Vivre avec le lupus (il s’agit d’un dérèglement du système de défense de l’organisme) n’est pas chose aisée au Burkina Faso, au regard des conditions climatiques, environnementales et de l’indisponibilité des médicaments. Madame X (Ndlr : une femme âgée de 49 ans et mère de deux enfants ayant requis l’anonymat), qui souffre du lupus depuis l’âge de 18 ans, nous raconte dans cette interview son quotidien et comment cette maladie a transformé sa vie.
Radars Info Burkina (RB) : Quel est votre quotidien en tant que personne vivant avec le lupus ?
Madame X (MX) : Déjà la nuit, je n’arrive pas à bien dormir à cause des douleurs articulaires. Les médecins m’ont donc prescrit un antidépresseur pour me permettre de dormir. Qu’en je n’en prends pas, je passe une nuit blanche et je me réveille le matin tout épuisée. Je me réveille souvent avec des difficultés pour marcher à cause des douleurs articulaires. Tous les jours au réveil je me demande si je me sentirai mieux. Juste après le petit déjeuner, je prends les médicaments qu’on m’a prescrits en rhumatologie et en cardiologie, soit environ 9 comprimés par jour. Après cela, arrivée au service j’ai des moments de somnolence due aux cachets que j’ai pris, si bien que je « fonctionne au ralenti ». Quelques fois j’ai eu des crises malgré la prise des médicaments. Il y a eu des fois où on a dû m’évacuer d’urgence en clinique. A cause du lupus, j’ai dû arrêter de travailler pour me soigner. Je travaillais dans le privé et vous n’ignorez pas que dans ce secteur, les absences répétées ne sont en général pas tolérées. C’est dire à quel point cette maladie affecte ma vie.
RB : Vous prenez environ 9 comprimés par jour. Ces médicaments ne sont-ils pas coûteux, vu que ce sont des spécialités ?

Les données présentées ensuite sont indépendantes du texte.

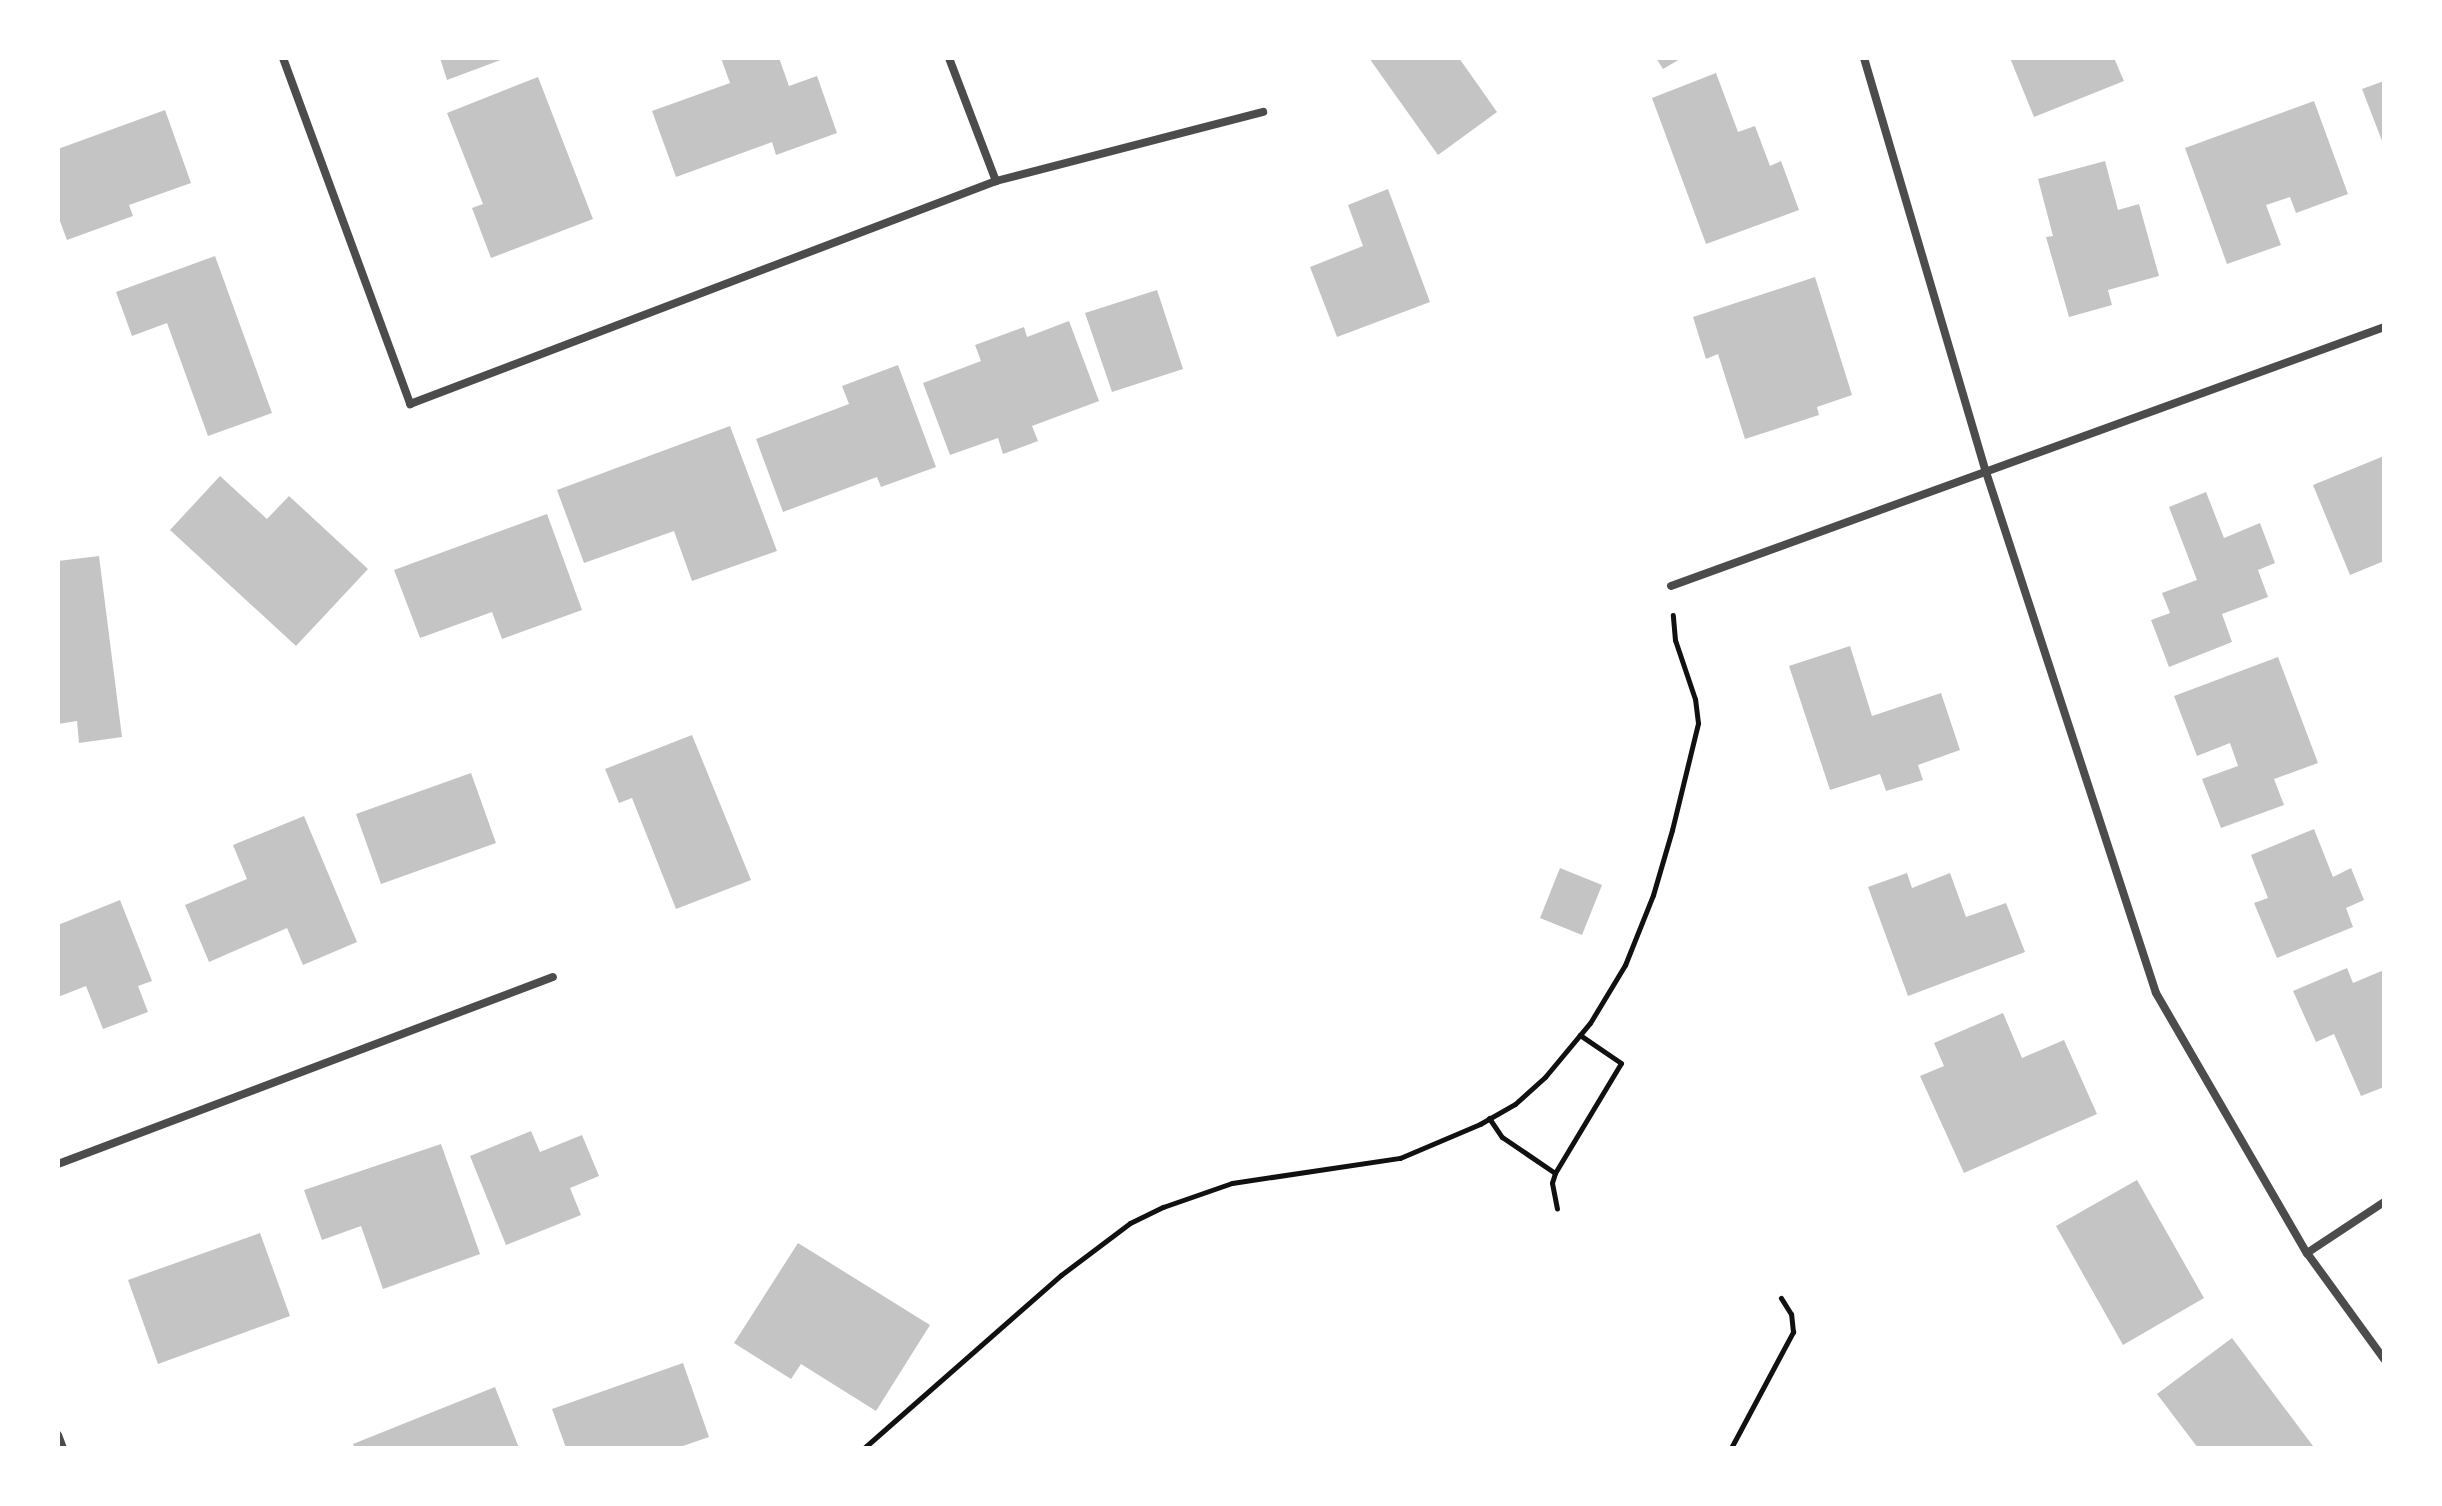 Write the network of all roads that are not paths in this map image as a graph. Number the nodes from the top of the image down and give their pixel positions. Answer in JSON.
{"nodes":[{"id":1,"x":283,"y":58,"type":"edge"},
{"id":2,"x":949,"y":58,"type":"edge"},
{"id":3,"x":1864,"y":58,"type":"edge"},
{"id":4,"x":1263,"y":112,"type":"dead end"},
{"id":5,"x":996,"y":181,"type":"junction"},
{"id":6,"x":2384,"y":327,"type":"edge"},
{"id":7,"x":1986,"y":472,"type":"junction"},
{"id":8,"x":1671,"y":586,"type":"road end"},
{"id":9,"x":553,"y":977,"type":"dead end"},
{"id":10,"x":58,"y":1164,"type":"edge"},
{"id":11,"x":2384,"y":1202,"type":"edge"},
{"id":12,"x":2307,"y":1253,"type":"junction"},
{"id":13,"x":2384,"y":1359,"type":"edge"},
{"id":14,"x":58,"y":1435,"type":"edge"},
{"id":15,"x":63,"y":1448,"type":"edge"}],
"edges":[{"from":1,"to":5,"type":"street"},
{"from":2,"to":5,"type":"street"},
{"from":3,"to":7,"type":"street"},
{"from":4,"to":5,"type":"street"},
{"from":6,"to":7,"type":"street"},
{"from":7,"to":8,"type":"street"},
{"from":7,"to":12,"type":"street"},
{"from":9,"to":10,"type":"street"},
{"from":11,"to":12,"type":"street"},
{"from":12,"to":13,"type":"street"},
{"from":14,"to":15,"type":"street"}]} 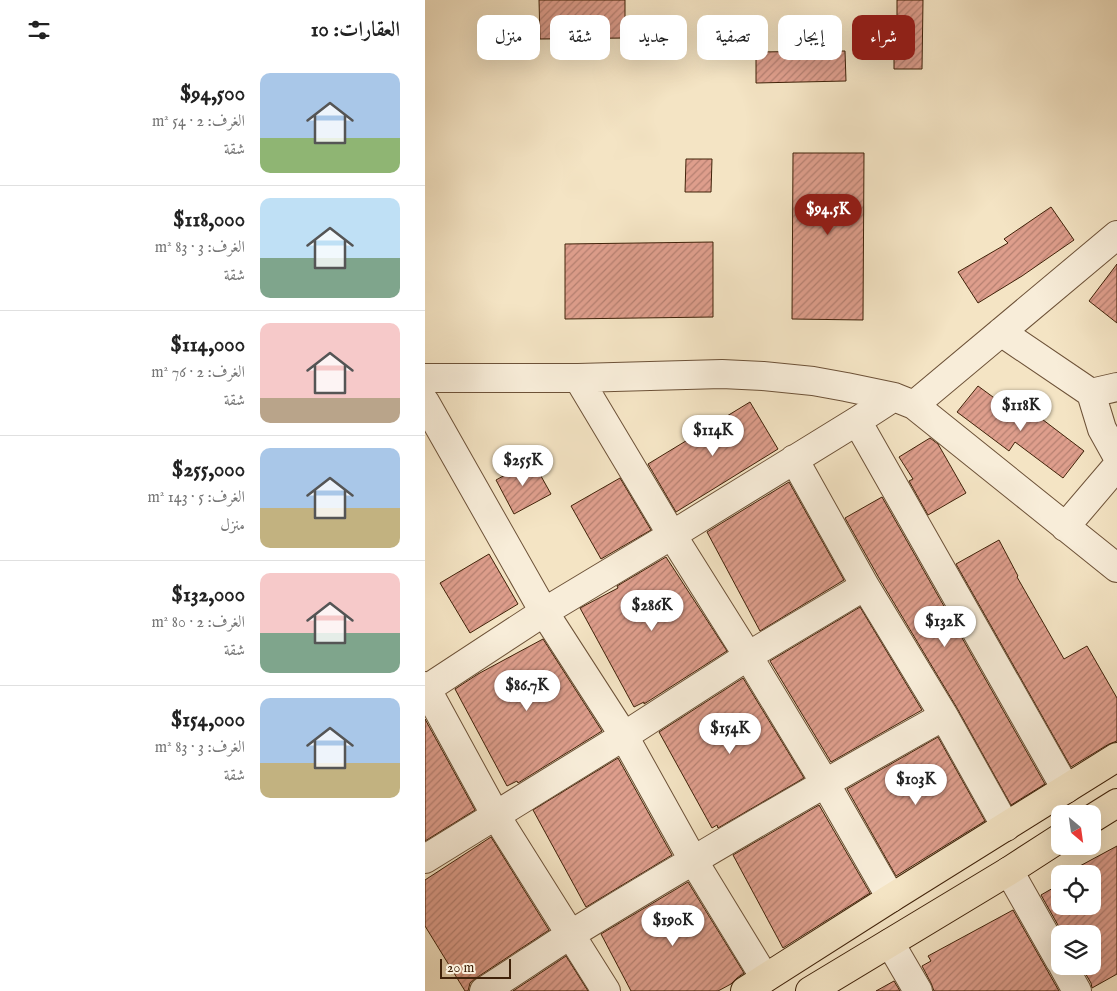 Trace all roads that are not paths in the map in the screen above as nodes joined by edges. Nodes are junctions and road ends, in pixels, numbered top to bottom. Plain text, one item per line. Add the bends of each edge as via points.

MX : Ils sont vraiment coûteux et si tu n’as pas de revenu, c’est vraiment difficile. Moi je rends grâce à Dieu d’avoir une famille compréhensible et qui me soutient. Mes médicaments me coûtent environ soixante-dix mille francs CFA par mois. Certains de ces produits peuvent faire le mois mais d’autres non. Il faut toujours prévoir pour éviter d’interrompre la prise. C’est pourquoi quand je le peux, j’achète à l’avance mes produits pour éviter les ruptures et je vis ainsi depuis plus de cinq ans.
RB : Quels ont été les premiers signes du lupus chez vous ?
Au début, lorsque j’étais exposé au soleil j’avais des palpitations, des malaises et je perdais connaissance souvent. La fièvre ne me quittait jamais aussi et c’était comme si j’avais régulièrement le palu. On m’administrait des traitements antipaludéens mais cela ne me soulageait guère. J’avais constamment des douleurs articulaires, de la fièvre et ma peau se « calcinait » à cause de la forte fièvre. J’avais des taches en forme de papillons sur le visage. J’ai souffert ainsi pendant plus de vingt avant que le diagnostic révèle qu’il s’agissait du lupus.
RB : C’est lorsque votre santé s’est vraiment dégradée que le diagnostic a été posé alors ?
MX : Oui c’est lorsque j’ai eu les crises que le diagnostic a été fait. A ce moment-là, j’avais des plaies partout, même sur la tête. Tout mon corps est resté paralysé deux fois de suite pendant trois mois. J’ai été plusieurs fois hospitalisée et j’ai même fait un infarctus.
RB : Le lupus a-t-il affecté votre vie en tant que femme au foyer et en tant que mère ?
MX : Le lupus a altéré ma vie familiale, surtout ma vie de couple. Je n’ai plus une vie régulière avec mon mari mais je rends grâce à Dieu parce qu’il me comprend et me soutient. La maladie crée un trouble de la sensibilité et des sautes d’humeurs. Souvent je n’ai envie de parler à personne, ni même de manger. Par moments, j’ai du mal à supporter mes enfants de même que mon entourage.
RB : Comment se sont passées vos périodes de grossesse ?
MX : Elles ont été très difficiles. Chaque fois, j’étais confrontée à des risques d’avortement parce que mon organisme rejetait le fœtus. Il a fallu m’interner à l’hôpital et m’interdire certaines activités. C’était vraiment pénible.
RB : Votre mot de la fin ?
MX : J’invite tous ceux qui, comme moi, souffrent de cette pathologie à s’en remettre à Dieu car il est la solution. J’invite également les proches des personnes atteintes du lupus à toujours les soutenir.